The price tag: At an average cost of more than $400 an acre, treatment could hit $15 million annually for 40 years – or a total tab of $600 million.
“The numbers are overwhelming,” said Rocky Mountain regional forester Rick Cables.
Pay now or pay later, Cables said, pointing out that Colorado’s largest fire – the 138,000-acre Hayman in 2002 – cost $240 million in firefighting, economic losses and rehabilition. The money, he said, instead could have been used to reduce the risk of catastrophic wildfire.
The Front Range Fuels Partnership Roundtable, a consortium of 30 organizations formed in 2002 after the state’s worst fire season, spent two years developing 10 recommendations on how to focus and speed up the work.
“Our forests are out of balance,” said Brian McPeek, deputy director of The Nature Conservancy. “This is a solvable problem, and we all have a role to play in that.”
The report urges more funding for forest treatments, incentives for private landowners who control more than half of the acreage at risk, treatment- cost reduction, increase in commercial uses for forest debris, promotion of community wildfire-protection plans, and prioritization of forest treatments.
“People are ready to get something done. That’s a milestone in Colorado,” said Bob Leaverton, supervisor of the Pike-San Isabel National Forest and Cimarron and Comanche national grasslands.
The report suggests “stewardship” contracts for treating large areas of federal lands, an approach the Forest Service will use this fall when it puts contracts out for bid to private companies.

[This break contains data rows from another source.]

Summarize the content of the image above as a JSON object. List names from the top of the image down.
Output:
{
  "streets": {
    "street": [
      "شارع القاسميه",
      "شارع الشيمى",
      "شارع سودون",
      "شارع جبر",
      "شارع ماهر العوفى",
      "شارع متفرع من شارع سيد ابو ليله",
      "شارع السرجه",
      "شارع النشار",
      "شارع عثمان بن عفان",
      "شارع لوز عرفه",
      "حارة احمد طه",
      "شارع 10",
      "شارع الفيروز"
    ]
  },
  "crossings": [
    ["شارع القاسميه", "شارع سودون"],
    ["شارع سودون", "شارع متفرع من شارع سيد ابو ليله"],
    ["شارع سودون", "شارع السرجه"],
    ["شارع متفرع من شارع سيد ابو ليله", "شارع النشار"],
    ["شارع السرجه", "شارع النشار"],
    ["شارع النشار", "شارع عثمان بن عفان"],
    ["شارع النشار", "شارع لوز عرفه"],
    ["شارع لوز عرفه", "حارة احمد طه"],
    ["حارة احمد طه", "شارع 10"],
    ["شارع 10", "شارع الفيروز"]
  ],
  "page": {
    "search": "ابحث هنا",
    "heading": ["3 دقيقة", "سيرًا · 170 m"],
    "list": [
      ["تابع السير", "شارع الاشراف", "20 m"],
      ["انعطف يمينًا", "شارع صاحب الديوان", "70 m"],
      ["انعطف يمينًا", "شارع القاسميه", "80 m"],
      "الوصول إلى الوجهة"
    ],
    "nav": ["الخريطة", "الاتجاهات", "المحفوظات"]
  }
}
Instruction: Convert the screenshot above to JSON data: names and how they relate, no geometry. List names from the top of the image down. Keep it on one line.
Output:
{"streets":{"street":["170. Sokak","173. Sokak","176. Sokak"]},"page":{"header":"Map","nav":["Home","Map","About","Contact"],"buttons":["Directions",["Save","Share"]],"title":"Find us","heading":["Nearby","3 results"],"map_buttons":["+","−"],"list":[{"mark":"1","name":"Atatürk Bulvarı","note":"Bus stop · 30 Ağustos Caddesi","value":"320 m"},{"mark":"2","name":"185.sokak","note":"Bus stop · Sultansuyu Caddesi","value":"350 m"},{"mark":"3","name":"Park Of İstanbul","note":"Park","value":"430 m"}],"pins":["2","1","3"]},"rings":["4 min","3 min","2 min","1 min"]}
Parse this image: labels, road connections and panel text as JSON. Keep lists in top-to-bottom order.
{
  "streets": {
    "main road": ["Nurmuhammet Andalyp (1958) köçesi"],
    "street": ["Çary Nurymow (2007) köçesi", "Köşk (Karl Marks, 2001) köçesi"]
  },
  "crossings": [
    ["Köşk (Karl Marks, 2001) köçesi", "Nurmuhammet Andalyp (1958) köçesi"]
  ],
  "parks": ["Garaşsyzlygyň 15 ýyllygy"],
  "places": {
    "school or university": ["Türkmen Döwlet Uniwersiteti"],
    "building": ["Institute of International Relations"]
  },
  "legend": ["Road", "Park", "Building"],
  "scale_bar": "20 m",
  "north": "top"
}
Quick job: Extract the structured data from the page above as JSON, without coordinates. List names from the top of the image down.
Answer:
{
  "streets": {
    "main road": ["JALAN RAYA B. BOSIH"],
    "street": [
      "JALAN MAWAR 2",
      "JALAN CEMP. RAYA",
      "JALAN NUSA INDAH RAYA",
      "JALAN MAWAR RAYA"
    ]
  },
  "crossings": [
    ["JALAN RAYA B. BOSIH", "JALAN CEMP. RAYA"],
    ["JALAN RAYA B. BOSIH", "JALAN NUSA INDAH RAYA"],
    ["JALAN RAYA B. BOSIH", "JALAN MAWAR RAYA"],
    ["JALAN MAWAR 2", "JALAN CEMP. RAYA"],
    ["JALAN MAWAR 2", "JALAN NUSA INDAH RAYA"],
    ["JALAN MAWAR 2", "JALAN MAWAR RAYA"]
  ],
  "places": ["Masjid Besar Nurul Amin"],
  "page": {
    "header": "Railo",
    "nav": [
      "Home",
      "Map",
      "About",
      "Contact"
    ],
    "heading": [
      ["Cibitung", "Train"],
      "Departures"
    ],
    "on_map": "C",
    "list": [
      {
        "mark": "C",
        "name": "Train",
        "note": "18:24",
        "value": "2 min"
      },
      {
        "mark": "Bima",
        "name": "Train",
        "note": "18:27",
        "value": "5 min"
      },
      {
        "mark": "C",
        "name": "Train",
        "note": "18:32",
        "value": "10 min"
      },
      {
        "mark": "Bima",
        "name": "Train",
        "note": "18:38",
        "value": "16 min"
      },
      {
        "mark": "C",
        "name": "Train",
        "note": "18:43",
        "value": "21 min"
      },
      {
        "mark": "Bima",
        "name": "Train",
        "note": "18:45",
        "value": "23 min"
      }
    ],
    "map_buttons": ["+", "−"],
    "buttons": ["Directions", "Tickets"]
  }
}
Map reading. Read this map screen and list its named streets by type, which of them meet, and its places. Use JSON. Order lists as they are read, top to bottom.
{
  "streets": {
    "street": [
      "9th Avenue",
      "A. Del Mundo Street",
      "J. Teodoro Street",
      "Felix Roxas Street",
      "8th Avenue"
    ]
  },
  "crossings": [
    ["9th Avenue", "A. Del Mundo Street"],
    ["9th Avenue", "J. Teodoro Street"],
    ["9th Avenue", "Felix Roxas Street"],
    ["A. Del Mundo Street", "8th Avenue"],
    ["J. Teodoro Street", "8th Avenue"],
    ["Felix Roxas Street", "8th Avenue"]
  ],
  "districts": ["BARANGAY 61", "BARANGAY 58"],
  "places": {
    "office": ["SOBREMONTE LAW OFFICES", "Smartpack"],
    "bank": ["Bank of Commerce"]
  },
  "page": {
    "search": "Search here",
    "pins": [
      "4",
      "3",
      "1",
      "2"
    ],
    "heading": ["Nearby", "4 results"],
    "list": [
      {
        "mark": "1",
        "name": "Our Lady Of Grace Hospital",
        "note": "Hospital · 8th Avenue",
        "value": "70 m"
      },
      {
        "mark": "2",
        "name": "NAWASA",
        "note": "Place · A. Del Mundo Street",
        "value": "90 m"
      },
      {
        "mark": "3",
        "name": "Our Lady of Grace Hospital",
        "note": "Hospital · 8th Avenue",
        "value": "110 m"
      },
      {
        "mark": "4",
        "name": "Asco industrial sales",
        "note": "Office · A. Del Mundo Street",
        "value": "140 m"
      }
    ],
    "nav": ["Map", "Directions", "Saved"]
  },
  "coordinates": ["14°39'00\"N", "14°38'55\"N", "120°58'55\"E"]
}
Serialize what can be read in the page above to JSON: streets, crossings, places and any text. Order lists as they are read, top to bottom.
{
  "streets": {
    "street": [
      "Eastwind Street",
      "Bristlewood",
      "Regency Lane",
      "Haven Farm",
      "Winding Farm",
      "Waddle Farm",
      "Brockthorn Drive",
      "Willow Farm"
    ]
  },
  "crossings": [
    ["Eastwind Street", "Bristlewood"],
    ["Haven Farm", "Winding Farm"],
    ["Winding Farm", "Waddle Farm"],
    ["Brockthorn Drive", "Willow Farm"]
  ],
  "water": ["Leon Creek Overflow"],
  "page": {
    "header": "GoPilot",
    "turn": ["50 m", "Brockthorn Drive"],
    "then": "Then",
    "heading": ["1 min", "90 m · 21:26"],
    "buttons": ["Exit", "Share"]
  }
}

“We can’t burn it all,” Leaverton later told commissioners in Jefferson County, where about 64,000 people live in high- wildfire-risk areas. “If we remove it, we can do something with it,” such as contracting with private entrepreneurs to convert trees and debris into energy to bring treatment costs down.
Jim Bedwell, supervisor of the Arapaho-Roosevelt National Forest and Pawnee National Grassland, said trees removed from U.S. Forest Service lands won’t be the total solution for biomass facilities such as the wood-pellet plant being considered in Jefferson County.
Accelerating fire-reduction efforts has taken on new urgency, with some areas in Colorado being drier now than in 2002.
“This fire season may be among the most challenging,” Gov. Bill Owens told several hundred people who gathered at the Denver Botanic Gardens for the report’s release.
On Thursday, Owens signed an act that creates the state’s first permanent funding source for wildfire preparedness.
Revenue from a portion of mineral leases will flow into the fund, which is expected to provide about $3.2 million each year for firefighting equipment.
Owens also announced that Colorado is a partner in an interstate wildfire compact that he said will make it easier to provide resources across state lines.